2001-08-12 Thread Warner Losh

In message <[EMAIL PROTECTED]> Joe Kelsey writes:
: Warner Losh writes:
:  > In message <[EMAIL PROTECTED]> Joe Kelsey 
:writes:
:  > : I also second Terry's comment about 0x800.  There is no reason to add
:  > : yet more driver flags in order to "do the right thing".  The "do the
:  > : right thing" case should always be default and a flag (sysctl variable,
:  > : etc) should be used for those who want "the wrong thing".
:  > 
:  > The main reason that it wasn't added at the time was that it was
:  > expensive in terms of CPU utilization, so it shouldn't be on by
:  > default.  There may be other reasons as well...
: 
: Please explain the reference to "expensive in terms of CPU
: utilization".  I have currently turned this code on by default (simply
: removed the if blocking and the hack comment) so that it always does the
: log message followed by the disable/enable calls.  So far, where I used
: to see thousands of "out of sync" messages, I now have seen exactly one
: "out of sync" message followed by the "re-enable" message.  I cannot see
: how a single disable/enable call at the first mouse motion can cause
: massive CPU utilization problems.  But then again, maybe I am thinking
: wrong?

That's what I was told when I asked to make it default.  The
enable/disable routines were, at least at the time, somewhat expensive
because they did things to the mouse port at 1uS per transaction and
there were lots of transactions.

: Please explain this.  Do you expect to be resetting the mouse thousands
: of times per second?  It is an error condition.  The default must be to
: fix the errors.  As soon as someone reports that the fix is being
: executed thousands of times per second on their broken hardware, then we
: can implement the opposite flag to disable the fix in those pathological
: cases where it causes a problem.

It is possible, i believe, to have patholigical cases where resetting
the mouse would cause another out of sync, which would cause another
reset, which would cause another out of sync, etc.  This would result
in a hung system, for all intents and purposes.  That's why it isn't
enabled by default.  At least that's my dim recollection of the mail I
had with yokota-san, that may have been private.

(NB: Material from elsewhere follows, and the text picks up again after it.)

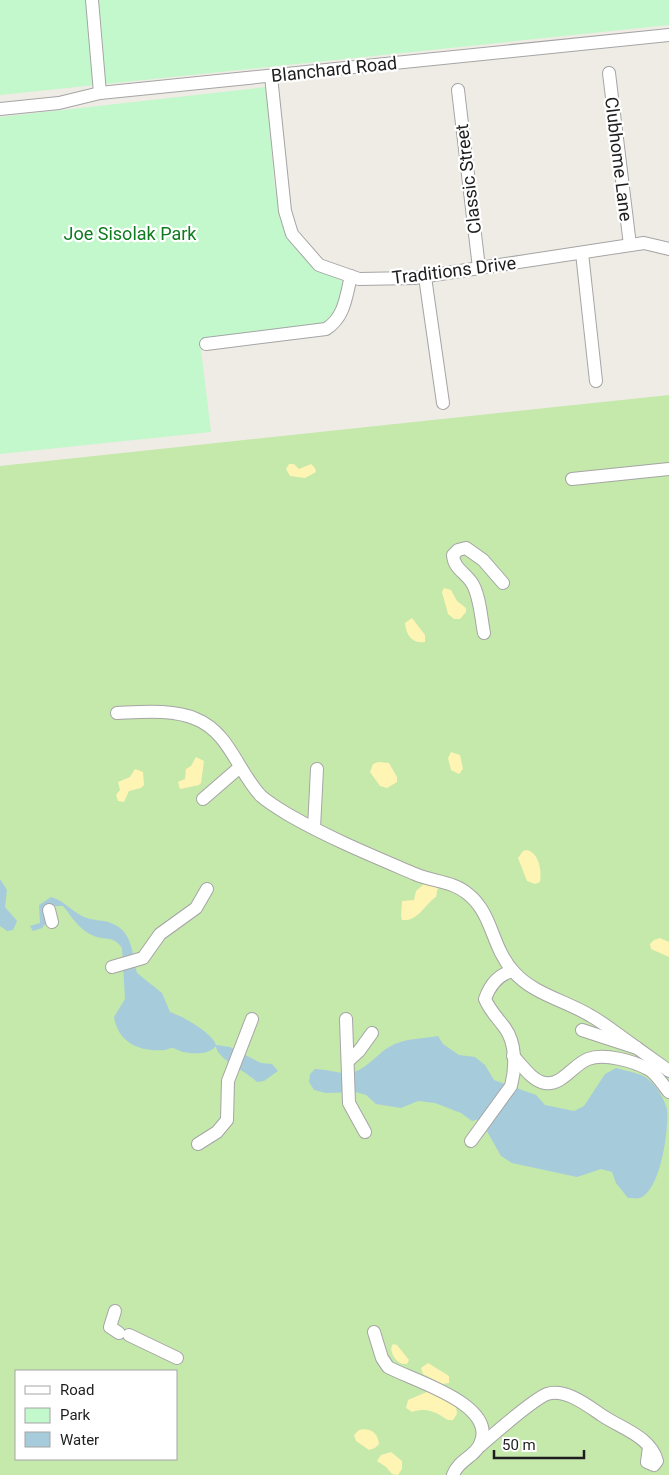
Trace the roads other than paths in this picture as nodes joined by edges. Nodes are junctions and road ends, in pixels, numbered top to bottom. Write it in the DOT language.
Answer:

: Again, all I am asking is for someone to explain why they make a design
: decision.  The comment in the psm.c file about a "hack" is extremely
: unhelpful.  Why did the coder think it was a "hack" solution?  What were
: the pros and cons that went into that decision.  Was there a discussion
: on -current about it that I missed?  If there was a discussion and a
: conclusion was reached, the proper thing to do is to insert
: documentation into the code to explain the design decisions that were
: made.  If you don't document the design in the code, it will be
: forgotton, as there is no other place to document it in FreeBSD.

Sometimes things don't get documented.  That's the nature of the
beast.

A word about tone.  If you were to get as in my face about, say,
pccard, as you about the psm driver, I'd certainly be ill inclined to
provide you with what you want.

Good Tone:
Say Warner, why do you bother turning off the power after
you suspend a socket.  Shouldn't the power routines take care
of that?  Is there something subtle that's going on?  Maybe a
comment is in order?

Bad Tone:
Please explain the pros and cons for turning the power off
after suspending a socket.  I really want to know.  Why did
they do this?  Didn't the coder trust the power routines?  The
least he could have done was include a comment.  Was there
some long discussion that I missed?

See the difference?  The first tone is friendly, suggesting that
something in the code might be unclear.  The second seems to imply
that I'm a moron for not documenting every trivial solution with a 20
page thesis on why it is good or bad to do.

Also, sometimes you have to know when to give a point a rest.
Hammering this again so soon after yakota-san sent out his long, very
well written message that said he was going on a business trip and
would be out of touch isn't going to have the results you expected.
He'll get back from his trip and will likely be swamped.  That's the
worst time to hit someone with a "hey, can you document this more"
message.

Warner

P.S.  The answer is that we don't power off before that point and if
we fail to power it off, the card will continue to draw power while
suspended and can cause machine hangs when the machine is resumed.  A
careful tracing of the code shows that no power down commands are
issued in the disable path.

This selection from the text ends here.